Market Trends: Weak German Inflation Exerts Pressure on Euro
- The December S&P Global Services PMI revealed that U.S. business activity is losing steam, dropping from 54.1 to 52.5, while the composite PMI fell from 54.2 to 52.7.
- “While business activity still expanded in December, there are emerging signs of strain in the resilience of the U.S. economy,” remarked Chris Williamson, chief business economist at S&P Global Market Intelligence.
- Richmond’s Thomas Barkin mentioned that future interest rate adjustments will need to be carefully considered, given the conflicting risks facing the job market and inflation. He emphasized the necessity of observing both sides of the Fed’s dual mandate.
- Early statements from Governor Stephen Milan indicated that the central bank may likely cut interest rates as forthcoming data suggest a push toward easing. He hinted that a rate cut could be justified by 2026, possibly up to 100 basis points.
- The dollar index (DXY) against six currencies rose 0.25% to 98.61, but gold continued its upward trajectory.
- The Eurozone’s HCOB Services PMI for December registered at 52.4, down from preliminary estimates of 52.6 and November’s 53.1.
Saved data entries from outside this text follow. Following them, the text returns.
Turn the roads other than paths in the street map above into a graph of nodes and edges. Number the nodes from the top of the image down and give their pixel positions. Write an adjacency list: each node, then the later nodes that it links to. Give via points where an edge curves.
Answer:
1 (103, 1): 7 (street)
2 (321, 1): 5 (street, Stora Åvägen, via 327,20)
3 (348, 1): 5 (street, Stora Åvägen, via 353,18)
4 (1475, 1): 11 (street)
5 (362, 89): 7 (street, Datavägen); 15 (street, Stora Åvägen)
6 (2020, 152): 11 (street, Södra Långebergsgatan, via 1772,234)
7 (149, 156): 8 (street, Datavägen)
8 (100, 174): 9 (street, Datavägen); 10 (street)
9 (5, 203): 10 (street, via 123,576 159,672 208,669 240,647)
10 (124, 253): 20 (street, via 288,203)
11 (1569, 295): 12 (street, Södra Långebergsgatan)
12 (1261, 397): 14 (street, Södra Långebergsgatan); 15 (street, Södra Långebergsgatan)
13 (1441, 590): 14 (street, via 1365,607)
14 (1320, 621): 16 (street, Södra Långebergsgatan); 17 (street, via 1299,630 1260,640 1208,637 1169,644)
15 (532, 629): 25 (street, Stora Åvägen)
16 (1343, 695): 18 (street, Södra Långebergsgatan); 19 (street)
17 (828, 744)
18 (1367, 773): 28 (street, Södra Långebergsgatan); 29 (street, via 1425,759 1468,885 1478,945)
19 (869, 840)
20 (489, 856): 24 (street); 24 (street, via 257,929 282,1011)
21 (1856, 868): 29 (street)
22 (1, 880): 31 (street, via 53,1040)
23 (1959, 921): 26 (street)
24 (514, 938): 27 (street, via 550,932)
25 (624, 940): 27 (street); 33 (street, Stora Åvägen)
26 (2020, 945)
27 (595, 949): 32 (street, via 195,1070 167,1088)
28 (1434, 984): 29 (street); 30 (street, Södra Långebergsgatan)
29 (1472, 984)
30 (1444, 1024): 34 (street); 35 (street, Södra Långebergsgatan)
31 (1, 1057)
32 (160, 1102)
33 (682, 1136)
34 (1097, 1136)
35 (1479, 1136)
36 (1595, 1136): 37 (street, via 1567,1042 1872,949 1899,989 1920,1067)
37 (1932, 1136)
- Germany’s inflation rate, determined via the Harmonized Index of Consumer Prices (HICP), decreased from 2.6% to 2% year-on-year.
Technical Overview: EUR/USD Drops Below 1.1700
With Tuesday’s drop, the technical outlook for EUR/USD shifted from a neutral to a bearish bias. If it fails to close above 1.1700, downward pressure will likely intensify, given it’s now only 20 pips from the 100-day simple moving average (SMA) of 1.1663.
This means the immediate support for EUR/USD is at the 100-day SMA, followed by 1.1639 and 1.1553 at the 50-day and 200-day SMA, respectively.
To regain a bullish stance, the bulls need to surpass the 20-day SMA at 1.1729 before possibly reaching 1.1750, which would pave the way toward 1.1800.